# WORK REQUIRED
Looking at the records below, count how many lines contain the string "canvas". Give that number alone.
= = = = = = =
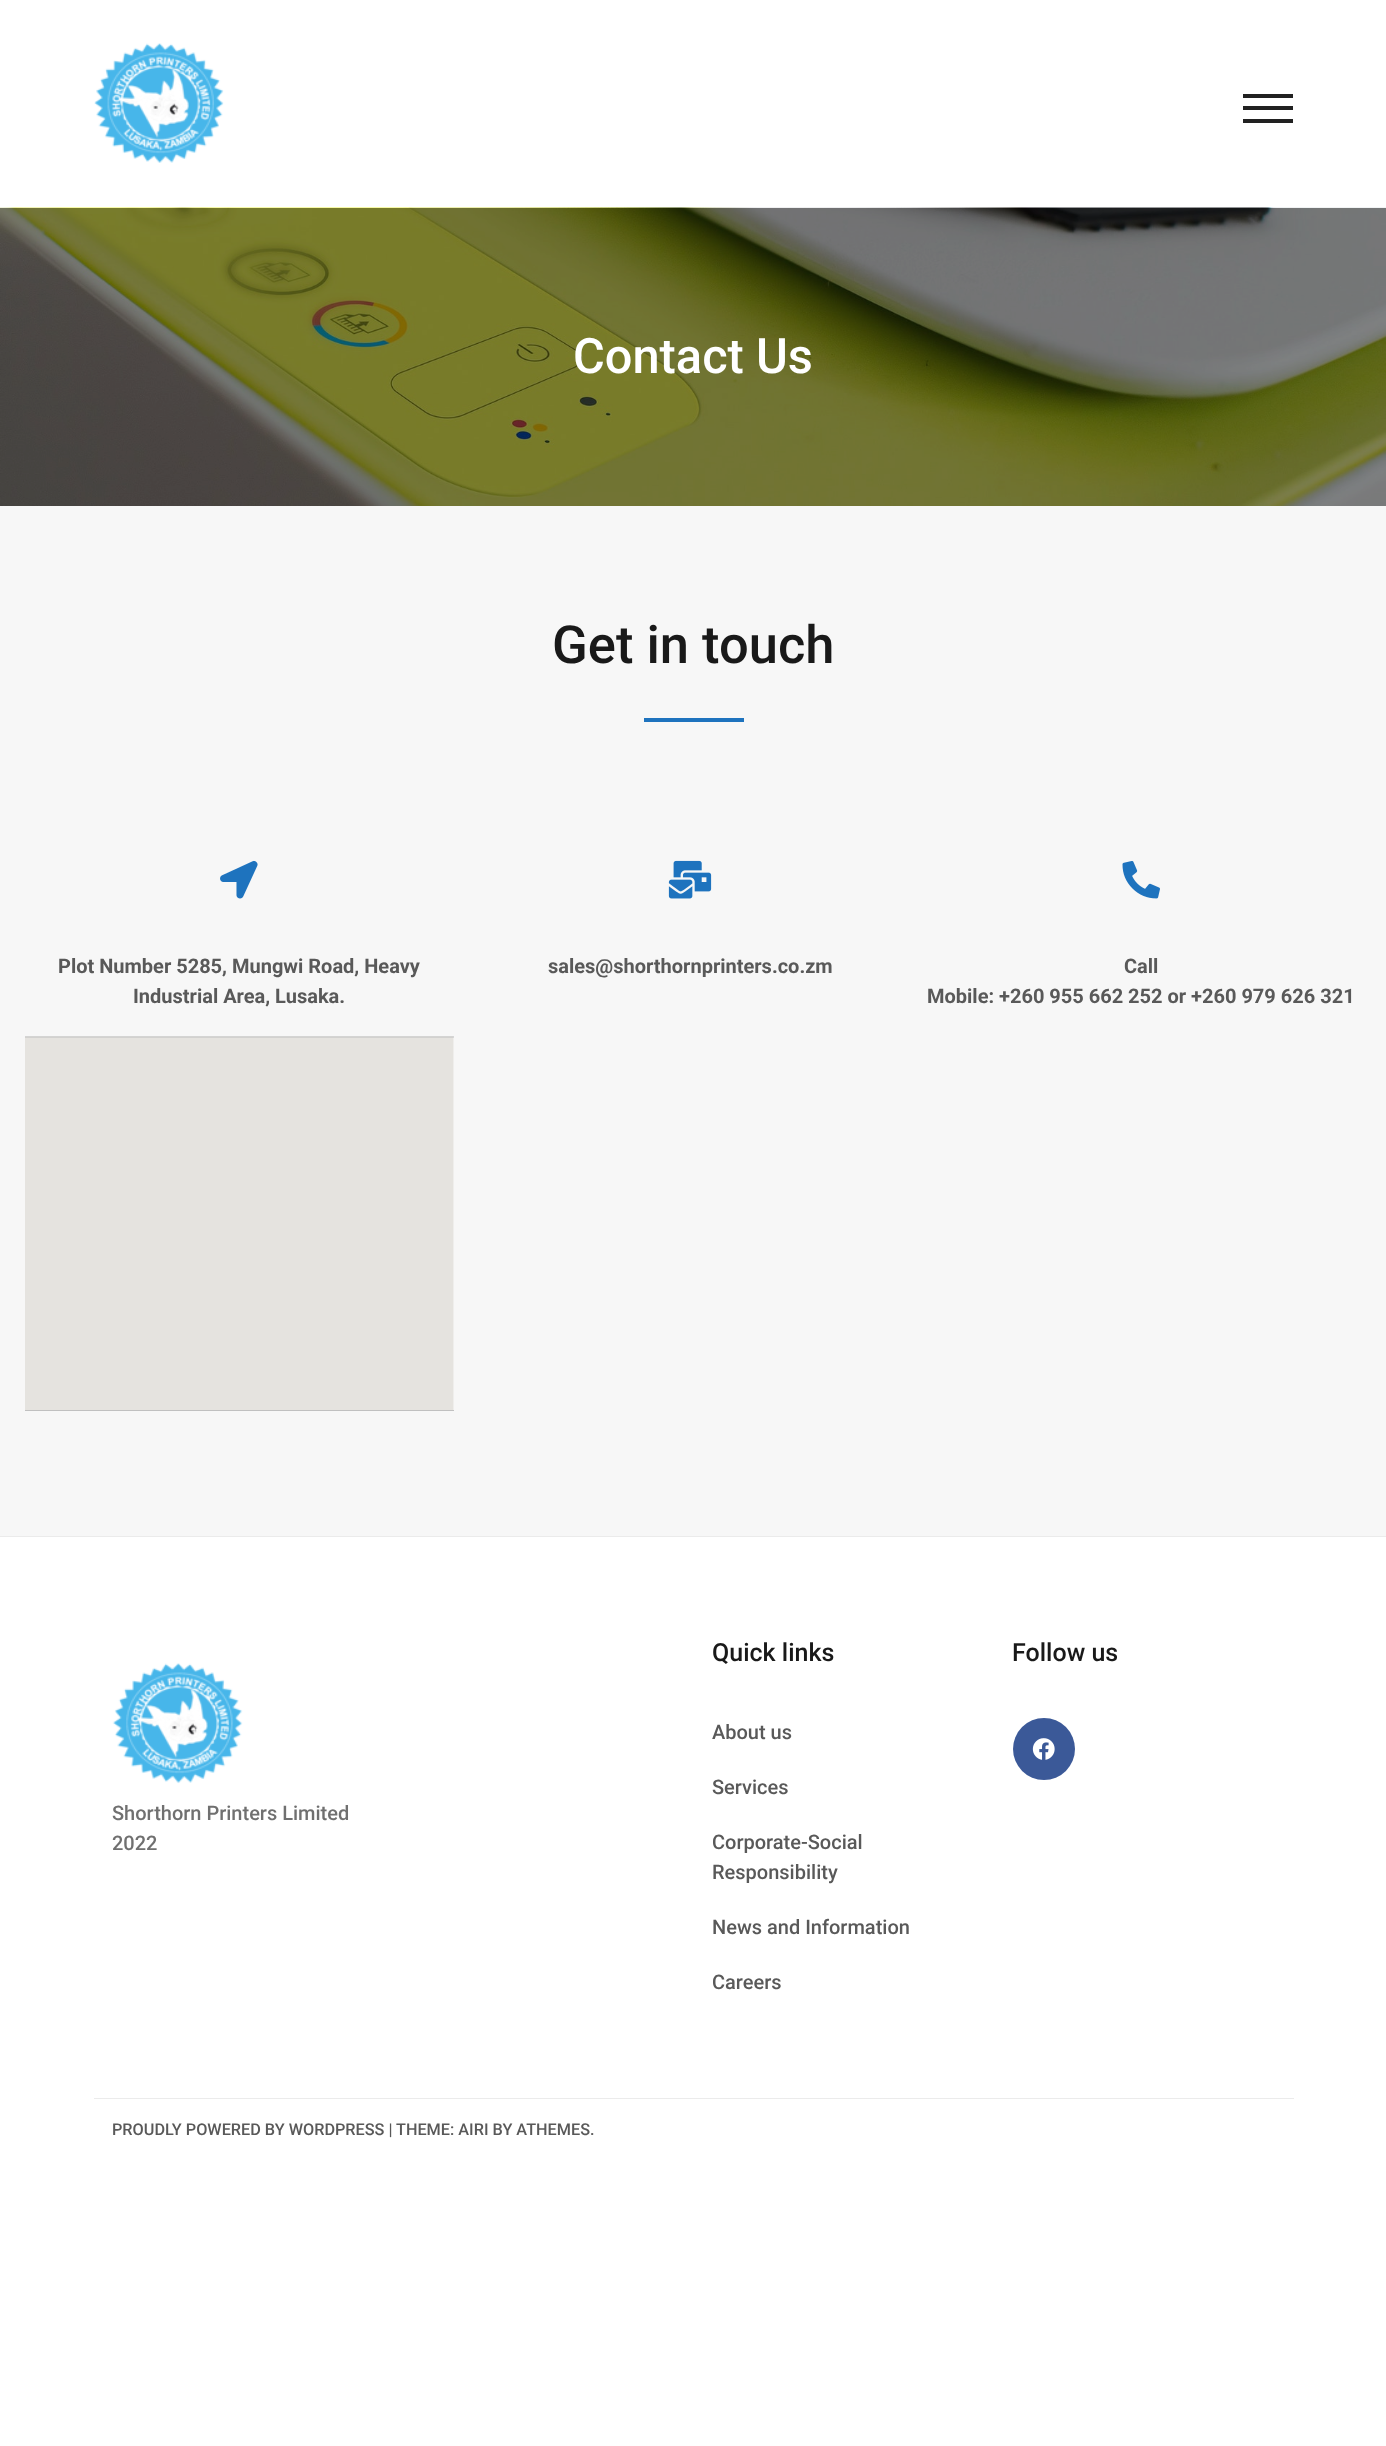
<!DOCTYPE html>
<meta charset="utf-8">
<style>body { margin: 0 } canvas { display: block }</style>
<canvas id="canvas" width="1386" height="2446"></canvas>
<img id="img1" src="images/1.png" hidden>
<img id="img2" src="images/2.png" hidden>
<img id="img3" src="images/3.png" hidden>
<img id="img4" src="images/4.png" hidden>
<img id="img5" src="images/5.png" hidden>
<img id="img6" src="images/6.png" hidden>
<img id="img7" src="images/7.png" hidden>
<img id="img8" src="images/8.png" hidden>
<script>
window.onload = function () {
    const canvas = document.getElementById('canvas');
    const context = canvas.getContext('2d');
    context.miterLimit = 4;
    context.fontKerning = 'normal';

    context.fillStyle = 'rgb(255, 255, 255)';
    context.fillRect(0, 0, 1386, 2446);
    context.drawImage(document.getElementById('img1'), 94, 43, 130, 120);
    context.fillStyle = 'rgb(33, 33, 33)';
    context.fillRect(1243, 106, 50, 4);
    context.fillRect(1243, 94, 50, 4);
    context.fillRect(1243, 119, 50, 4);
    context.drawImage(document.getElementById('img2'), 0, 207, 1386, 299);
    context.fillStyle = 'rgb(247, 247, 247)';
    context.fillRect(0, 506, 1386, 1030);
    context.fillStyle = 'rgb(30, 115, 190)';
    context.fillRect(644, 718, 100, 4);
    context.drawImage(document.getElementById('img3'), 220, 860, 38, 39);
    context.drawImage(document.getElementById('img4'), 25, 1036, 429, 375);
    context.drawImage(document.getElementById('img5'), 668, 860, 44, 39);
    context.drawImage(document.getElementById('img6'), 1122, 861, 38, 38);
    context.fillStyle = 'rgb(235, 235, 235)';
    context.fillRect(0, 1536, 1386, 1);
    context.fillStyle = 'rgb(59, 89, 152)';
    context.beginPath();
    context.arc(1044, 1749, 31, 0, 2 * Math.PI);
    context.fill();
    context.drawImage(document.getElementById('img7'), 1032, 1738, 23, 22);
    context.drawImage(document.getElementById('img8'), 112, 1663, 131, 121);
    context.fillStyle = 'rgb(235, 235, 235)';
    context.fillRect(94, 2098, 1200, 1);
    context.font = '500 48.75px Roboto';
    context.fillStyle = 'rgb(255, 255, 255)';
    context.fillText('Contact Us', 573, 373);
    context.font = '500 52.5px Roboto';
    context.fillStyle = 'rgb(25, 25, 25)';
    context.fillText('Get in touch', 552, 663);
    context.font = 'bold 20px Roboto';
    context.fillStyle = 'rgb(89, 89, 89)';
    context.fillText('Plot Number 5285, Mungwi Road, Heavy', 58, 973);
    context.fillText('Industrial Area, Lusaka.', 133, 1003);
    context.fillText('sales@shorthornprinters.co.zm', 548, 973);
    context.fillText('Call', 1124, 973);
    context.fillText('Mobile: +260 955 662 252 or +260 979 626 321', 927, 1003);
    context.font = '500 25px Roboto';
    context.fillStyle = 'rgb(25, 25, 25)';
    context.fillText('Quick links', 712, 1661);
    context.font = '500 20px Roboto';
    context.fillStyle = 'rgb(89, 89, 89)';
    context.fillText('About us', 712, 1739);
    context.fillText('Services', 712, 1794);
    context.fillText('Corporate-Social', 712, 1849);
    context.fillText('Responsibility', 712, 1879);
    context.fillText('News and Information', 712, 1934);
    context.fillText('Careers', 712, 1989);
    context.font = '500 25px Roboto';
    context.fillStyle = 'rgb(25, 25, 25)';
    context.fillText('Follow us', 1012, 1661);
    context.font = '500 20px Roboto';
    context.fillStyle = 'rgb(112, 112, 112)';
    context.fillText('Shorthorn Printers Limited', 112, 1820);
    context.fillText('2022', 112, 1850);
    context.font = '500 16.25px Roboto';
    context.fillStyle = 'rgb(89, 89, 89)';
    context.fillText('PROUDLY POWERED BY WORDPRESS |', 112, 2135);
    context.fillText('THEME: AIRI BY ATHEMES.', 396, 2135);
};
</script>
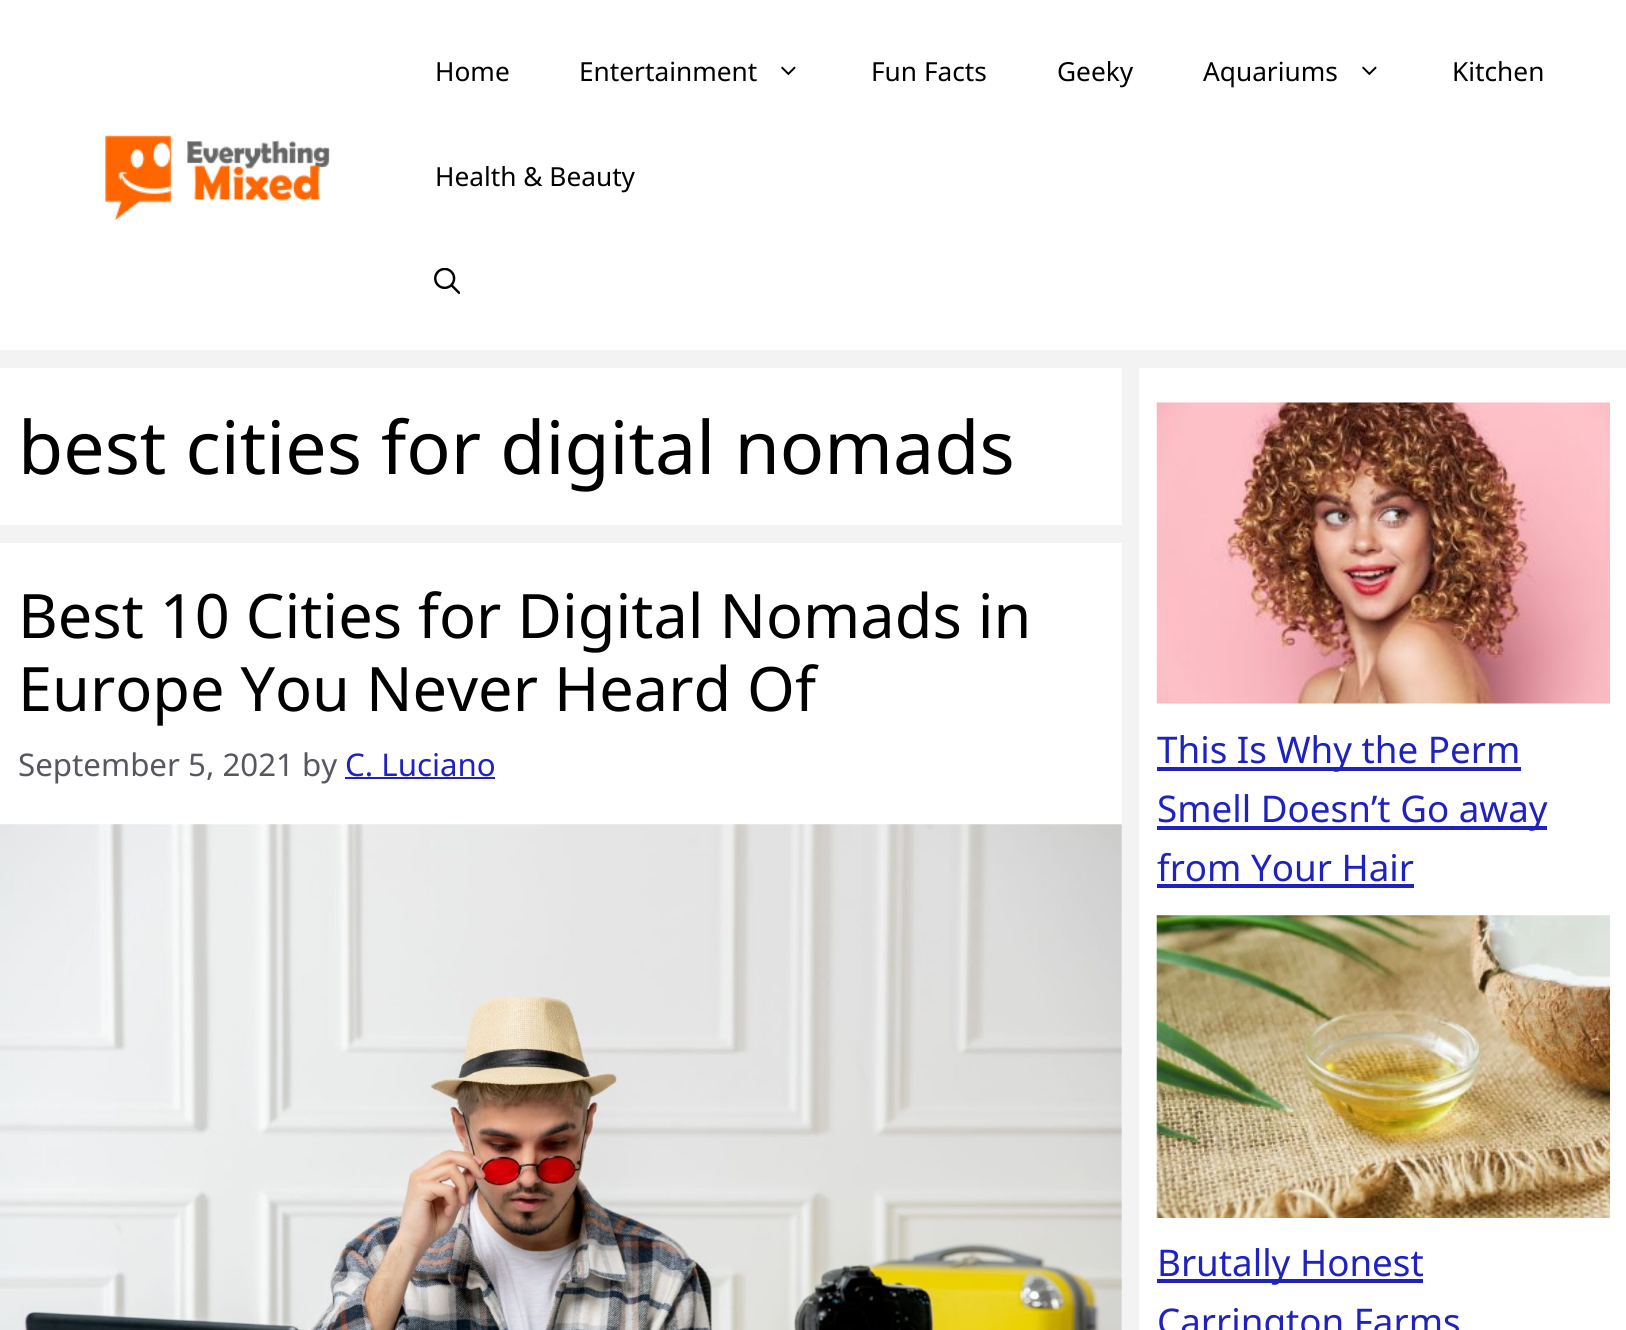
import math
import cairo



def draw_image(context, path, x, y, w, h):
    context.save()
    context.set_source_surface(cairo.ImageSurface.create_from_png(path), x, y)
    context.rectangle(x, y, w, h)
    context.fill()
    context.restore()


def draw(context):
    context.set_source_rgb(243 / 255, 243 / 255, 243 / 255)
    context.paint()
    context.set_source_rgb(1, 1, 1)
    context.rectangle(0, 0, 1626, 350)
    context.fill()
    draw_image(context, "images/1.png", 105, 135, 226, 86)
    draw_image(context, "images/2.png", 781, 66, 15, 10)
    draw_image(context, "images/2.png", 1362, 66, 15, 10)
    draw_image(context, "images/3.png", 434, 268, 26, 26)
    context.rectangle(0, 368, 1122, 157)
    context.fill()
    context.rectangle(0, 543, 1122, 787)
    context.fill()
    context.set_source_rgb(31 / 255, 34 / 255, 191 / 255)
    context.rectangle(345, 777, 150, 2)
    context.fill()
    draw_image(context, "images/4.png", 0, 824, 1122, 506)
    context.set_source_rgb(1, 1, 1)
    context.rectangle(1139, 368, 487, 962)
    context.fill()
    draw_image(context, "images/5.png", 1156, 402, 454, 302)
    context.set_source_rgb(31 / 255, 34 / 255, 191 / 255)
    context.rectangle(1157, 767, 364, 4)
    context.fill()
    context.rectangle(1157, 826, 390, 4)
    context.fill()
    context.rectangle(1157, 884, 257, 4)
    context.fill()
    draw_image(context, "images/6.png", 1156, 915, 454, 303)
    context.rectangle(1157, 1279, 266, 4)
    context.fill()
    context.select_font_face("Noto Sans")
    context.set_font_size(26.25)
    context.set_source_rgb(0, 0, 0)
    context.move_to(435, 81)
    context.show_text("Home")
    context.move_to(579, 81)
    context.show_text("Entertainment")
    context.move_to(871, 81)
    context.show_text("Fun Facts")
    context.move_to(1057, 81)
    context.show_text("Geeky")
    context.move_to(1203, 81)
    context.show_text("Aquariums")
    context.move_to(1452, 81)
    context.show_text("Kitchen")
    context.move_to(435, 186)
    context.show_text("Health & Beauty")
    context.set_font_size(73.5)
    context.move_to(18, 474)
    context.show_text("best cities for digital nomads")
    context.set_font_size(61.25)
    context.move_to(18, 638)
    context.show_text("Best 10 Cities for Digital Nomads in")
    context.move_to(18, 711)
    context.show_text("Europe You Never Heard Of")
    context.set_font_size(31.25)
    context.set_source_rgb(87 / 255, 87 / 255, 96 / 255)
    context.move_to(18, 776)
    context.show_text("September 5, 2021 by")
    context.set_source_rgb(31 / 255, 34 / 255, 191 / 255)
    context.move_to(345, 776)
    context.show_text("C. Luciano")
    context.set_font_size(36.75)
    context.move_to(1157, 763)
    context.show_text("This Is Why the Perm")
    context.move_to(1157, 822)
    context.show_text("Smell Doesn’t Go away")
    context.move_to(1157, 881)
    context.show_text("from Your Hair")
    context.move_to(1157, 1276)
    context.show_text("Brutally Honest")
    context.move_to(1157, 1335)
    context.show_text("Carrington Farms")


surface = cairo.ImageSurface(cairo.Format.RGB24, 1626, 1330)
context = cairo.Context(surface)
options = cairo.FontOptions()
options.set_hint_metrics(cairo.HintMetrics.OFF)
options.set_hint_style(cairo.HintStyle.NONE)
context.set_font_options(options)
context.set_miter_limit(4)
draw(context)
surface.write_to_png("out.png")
= = = = = = =
# SOLUTION
4